Razing Rafah: Mass Home Demolitions in the Gaza Strip
By Human Rights Watch
October 22, 2004

I. Introduction

These houses should have been demolished and evacuated a long time ago … Three hundred meters of the Strip along the two sides of the border must be evacuated … Three hundred meters, no matter how many houses, period.

Major-General Yom-Tov Samiya, former head of IDF Southern Command1

I built homes for Israelis for 13 years. I never thought the day would come when they’d destroy my house. … They destroyed the future. How can I start all over now?

Isbah al-Tayour, Rafah resident, former construction worker in Israel2

 


Over the past four years, the Israeli military has demolished over 2,500 Palestinian houses in the occupied Gaza Strip.3 Nearly two-thirds of these homes were in Rafah, a densely populated refugee camp and city at the southern end of the Gaza Strip on the border with Egypt. Sixteen thousand people – more than ten percent of Rafah’s population – have lost their homes, most of them refugees, many of whom were dispossessed for a second or third time.4

As satellite images in this report show, most of the destruction in Rafah occurred along the Israeli-controlled border between the Gaza Strip and Egypt. During regular nighttime raids and with little or no warning, Israeli forces used armored Caterpillar D9 bulldozers to raze blocks of homes at the edge of the camp, incrementally expanding a “buffer zone” that is currently up to three hundred meters wide. The pattern of destruction strongly suggests that Israeli forces demolished homes wholesale, regardless of whether they posed a specific threat, in violation of international law. In most of the cases Human Rights Watch found the destruction was carried out in the absence of military necessity.

In May 2004, the Israeli government approved a plan to further expand the buffer zone, and it is currently deliberating the details of its execution. The Israeli military has recommended demolishing all homes within three hundred meters of its positions, or about four hundred meters from the border. Such destruction would leave thousands more Palestinians homeless in one of the most densely populated places on earth. Perhaps in recognition of the plan’s legal deficiencies, the Israel Defense Forces (IDF) are not waiting for the government to approve the plan. Ongoing incursions continue to eat away at Rafah’s edge, gradually attaining the desired goal.

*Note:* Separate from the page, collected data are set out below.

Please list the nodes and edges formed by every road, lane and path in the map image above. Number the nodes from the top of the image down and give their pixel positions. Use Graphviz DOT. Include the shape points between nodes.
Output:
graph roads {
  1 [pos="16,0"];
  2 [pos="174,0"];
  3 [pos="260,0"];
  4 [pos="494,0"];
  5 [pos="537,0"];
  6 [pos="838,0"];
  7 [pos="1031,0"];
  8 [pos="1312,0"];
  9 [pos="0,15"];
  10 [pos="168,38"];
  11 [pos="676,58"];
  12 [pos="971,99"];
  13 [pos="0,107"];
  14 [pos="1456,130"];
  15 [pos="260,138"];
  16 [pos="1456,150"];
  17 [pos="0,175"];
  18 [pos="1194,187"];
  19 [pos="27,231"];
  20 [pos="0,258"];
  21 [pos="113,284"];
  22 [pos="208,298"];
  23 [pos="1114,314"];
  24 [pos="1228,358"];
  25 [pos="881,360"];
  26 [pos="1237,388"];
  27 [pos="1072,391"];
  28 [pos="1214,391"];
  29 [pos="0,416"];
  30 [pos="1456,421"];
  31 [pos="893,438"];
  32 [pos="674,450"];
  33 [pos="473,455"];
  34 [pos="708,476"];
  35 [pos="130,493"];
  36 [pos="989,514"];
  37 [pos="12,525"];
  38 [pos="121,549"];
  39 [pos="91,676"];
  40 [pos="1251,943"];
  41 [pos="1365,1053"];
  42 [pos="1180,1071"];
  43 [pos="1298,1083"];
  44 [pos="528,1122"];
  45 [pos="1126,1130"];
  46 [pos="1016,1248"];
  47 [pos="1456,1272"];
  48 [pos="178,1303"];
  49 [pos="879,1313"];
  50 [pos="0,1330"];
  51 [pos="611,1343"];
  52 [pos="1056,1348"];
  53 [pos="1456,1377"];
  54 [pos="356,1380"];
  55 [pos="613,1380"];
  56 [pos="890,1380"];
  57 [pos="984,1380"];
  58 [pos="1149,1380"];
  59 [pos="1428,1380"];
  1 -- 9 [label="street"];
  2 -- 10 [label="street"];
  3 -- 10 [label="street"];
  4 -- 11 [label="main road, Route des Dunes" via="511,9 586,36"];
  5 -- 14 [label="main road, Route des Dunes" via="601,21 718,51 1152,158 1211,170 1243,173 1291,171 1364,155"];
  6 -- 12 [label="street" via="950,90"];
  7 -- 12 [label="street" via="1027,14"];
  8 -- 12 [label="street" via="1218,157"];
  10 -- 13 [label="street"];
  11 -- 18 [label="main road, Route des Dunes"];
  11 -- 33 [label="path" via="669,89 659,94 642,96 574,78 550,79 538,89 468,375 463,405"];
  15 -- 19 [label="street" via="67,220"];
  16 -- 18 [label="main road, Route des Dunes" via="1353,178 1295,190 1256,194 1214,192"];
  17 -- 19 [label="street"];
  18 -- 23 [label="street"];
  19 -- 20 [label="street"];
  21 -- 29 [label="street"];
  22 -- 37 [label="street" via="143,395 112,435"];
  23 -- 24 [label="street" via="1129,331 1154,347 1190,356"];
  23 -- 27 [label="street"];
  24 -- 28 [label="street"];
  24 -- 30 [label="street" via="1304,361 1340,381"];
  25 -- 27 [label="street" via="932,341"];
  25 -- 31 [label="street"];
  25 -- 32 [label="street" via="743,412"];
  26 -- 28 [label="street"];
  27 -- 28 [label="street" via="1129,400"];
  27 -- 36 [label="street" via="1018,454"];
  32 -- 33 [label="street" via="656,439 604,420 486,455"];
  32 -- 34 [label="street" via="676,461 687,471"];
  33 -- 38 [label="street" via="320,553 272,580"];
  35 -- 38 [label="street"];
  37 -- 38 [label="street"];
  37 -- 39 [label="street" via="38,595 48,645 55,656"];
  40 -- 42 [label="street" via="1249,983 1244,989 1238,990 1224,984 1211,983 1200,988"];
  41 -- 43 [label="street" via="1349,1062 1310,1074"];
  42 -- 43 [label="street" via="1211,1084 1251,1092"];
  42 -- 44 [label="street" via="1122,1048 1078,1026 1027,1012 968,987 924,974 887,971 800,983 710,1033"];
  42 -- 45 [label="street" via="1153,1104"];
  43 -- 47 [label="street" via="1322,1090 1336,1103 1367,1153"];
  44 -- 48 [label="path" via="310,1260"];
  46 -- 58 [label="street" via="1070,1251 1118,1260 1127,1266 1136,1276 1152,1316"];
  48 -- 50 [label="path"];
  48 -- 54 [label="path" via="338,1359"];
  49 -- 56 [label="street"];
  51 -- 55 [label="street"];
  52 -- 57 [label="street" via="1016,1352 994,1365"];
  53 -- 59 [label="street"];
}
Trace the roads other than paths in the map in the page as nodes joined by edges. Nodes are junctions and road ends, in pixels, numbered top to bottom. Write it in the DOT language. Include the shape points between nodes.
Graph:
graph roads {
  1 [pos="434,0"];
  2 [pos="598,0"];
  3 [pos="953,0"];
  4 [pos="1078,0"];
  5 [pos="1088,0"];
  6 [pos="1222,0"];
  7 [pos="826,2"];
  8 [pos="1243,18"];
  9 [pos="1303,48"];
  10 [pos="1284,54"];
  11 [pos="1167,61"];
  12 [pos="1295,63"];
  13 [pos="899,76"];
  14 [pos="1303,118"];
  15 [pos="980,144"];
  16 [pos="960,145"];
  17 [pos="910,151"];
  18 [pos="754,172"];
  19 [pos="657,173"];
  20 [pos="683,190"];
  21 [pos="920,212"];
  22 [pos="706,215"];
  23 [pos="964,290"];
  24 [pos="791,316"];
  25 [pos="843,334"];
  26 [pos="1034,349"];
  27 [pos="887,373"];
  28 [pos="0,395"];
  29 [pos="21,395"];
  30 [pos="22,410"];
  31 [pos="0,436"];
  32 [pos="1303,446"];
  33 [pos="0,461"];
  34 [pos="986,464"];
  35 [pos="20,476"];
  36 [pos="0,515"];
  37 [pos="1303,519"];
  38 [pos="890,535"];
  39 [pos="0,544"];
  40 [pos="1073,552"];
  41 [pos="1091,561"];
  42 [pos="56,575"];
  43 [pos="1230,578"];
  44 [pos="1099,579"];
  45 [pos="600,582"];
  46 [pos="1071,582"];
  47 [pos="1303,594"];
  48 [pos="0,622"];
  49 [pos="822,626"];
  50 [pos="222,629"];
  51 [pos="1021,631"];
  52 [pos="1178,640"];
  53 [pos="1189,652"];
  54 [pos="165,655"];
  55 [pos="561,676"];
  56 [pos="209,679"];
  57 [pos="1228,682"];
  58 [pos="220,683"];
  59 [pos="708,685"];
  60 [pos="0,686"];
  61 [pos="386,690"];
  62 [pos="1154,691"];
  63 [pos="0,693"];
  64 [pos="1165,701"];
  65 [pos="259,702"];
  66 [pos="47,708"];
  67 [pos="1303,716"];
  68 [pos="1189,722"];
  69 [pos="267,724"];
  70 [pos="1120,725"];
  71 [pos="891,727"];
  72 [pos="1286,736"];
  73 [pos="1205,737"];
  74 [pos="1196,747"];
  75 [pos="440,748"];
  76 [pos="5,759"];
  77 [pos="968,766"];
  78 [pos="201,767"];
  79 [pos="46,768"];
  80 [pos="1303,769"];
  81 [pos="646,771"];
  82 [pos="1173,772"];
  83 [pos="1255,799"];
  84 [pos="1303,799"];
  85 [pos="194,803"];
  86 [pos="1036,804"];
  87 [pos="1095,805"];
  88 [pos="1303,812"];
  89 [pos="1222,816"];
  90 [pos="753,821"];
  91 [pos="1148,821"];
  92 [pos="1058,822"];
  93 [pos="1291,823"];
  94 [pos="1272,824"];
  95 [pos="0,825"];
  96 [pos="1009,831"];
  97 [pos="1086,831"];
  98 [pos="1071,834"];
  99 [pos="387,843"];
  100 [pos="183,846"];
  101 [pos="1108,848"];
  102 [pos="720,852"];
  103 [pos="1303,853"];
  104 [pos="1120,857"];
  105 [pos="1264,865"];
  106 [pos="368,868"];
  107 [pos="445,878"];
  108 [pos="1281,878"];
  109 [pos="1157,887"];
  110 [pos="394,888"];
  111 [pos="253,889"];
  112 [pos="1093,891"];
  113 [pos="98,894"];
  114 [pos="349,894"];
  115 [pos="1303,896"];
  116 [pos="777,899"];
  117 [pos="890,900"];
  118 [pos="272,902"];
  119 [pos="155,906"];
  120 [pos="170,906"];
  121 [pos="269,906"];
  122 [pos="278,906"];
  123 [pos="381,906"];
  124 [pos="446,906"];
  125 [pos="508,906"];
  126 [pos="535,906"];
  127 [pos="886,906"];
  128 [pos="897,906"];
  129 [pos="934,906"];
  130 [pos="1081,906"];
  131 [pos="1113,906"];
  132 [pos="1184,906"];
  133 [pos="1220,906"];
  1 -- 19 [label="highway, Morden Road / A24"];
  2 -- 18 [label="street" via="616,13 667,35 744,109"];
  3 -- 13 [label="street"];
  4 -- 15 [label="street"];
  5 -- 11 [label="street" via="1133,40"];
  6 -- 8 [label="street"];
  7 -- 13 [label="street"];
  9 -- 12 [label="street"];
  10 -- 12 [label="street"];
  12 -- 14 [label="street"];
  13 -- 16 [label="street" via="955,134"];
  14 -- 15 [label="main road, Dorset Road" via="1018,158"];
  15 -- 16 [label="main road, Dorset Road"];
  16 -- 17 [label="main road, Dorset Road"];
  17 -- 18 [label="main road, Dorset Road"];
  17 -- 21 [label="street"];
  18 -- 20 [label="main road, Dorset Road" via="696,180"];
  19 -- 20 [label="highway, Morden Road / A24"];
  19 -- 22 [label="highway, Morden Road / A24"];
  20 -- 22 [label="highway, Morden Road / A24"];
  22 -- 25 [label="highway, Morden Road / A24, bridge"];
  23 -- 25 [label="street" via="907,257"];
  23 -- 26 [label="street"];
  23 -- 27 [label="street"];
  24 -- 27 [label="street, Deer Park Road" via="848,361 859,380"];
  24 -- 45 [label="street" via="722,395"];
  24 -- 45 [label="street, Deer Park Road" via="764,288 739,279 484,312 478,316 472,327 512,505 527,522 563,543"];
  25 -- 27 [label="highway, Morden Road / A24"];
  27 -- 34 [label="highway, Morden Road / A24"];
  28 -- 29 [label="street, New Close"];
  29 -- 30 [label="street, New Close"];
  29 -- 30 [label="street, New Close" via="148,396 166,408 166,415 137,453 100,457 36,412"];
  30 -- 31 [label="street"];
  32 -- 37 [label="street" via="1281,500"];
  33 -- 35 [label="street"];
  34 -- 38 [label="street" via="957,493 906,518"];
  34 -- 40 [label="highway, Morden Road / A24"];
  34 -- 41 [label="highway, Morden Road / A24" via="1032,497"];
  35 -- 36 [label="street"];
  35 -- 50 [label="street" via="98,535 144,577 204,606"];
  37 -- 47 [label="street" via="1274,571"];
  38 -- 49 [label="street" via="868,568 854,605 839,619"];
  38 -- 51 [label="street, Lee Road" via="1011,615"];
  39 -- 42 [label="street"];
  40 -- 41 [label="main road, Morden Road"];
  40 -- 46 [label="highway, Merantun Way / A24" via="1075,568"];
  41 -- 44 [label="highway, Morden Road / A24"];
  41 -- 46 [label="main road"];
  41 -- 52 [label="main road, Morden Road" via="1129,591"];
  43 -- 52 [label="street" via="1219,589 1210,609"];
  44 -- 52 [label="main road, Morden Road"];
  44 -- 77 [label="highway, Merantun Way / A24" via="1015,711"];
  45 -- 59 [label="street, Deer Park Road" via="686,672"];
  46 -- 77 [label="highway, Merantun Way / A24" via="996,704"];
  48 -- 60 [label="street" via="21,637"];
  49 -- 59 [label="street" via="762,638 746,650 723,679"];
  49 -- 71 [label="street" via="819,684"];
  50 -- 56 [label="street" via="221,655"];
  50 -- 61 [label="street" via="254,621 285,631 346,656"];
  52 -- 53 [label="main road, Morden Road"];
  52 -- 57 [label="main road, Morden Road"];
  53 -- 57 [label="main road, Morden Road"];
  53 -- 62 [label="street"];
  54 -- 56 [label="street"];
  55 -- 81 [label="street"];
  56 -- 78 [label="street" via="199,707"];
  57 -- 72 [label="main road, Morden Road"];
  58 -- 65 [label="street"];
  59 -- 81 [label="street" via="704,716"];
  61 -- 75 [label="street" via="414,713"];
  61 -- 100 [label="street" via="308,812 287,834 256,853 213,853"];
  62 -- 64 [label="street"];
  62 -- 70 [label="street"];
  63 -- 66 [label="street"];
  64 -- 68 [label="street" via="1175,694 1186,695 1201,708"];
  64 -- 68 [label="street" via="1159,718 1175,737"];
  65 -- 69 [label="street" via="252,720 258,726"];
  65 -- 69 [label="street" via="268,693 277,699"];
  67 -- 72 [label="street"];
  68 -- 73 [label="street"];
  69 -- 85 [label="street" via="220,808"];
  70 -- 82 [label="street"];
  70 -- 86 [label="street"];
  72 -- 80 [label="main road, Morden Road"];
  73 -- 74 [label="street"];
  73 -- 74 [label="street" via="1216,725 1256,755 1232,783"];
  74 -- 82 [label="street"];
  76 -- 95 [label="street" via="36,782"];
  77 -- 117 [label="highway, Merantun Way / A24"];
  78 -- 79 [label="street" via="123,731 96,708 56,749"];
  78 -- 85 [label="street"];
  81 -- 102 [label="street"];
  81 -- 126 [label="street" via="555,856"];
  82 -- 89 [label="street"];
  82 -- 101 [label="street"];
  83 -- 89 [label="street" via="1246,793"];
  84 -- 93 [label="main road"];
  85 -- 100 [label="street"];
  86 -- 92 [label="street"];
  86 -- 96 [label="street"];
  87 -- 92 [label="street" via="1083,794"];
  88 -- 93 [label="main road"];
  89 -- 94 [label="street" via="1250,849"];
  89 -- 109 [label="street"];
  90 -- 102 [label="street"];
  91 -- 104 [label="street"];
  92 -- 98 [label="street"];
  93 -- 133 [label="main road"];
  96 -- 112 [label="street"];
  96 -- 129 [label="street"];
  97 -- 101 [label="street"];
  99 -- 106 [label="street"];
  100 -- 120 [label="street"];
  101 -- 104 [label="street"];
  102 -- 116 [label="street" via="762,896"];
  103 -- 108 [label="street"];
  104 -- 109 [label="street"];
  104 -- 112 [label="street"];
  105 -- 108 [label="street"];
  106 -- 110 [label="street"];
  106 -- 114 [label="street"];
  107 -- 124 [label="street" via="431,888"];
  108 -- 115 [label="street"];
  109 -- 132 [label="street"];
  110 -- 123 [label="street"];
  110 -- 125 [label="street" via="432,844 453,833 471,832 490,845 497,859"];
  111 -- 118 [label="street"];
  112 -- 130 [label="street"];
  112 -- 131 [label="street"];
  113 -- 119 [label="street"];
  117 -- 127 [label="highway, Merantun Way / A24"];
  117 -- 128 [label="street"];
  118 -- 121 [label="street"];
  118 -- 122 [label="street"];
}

This report documents these and other illegal demolitions. Based on extensive research in Rafah, Israel, and Egypt, it places many of the IDF’s justifications for the destruction, including smugglers’ tunnels and threats to its forces on the border, in serious doubt. The pattern of destruction, it concludes, is consistent with the goal of having a wide and empty border area to facilitate long-term control over the Gaza Strip. Such a goal would entail the wholesale destruction of neighborhoods, regardless of whether the homes in them pose a specific threat to the IDF, and would greatly exceed the IDF’s security needs. It is based on the assumption that every Palestinian is a potential suicide bomber and every home a potential base for attack. Such a mindset is incompatible with two of the most fundamental principles of international humanitarian law (IHL): the duty to distinguish combatants from civilians and the responsibility of an Occupying Power to protect the civilian population under its control.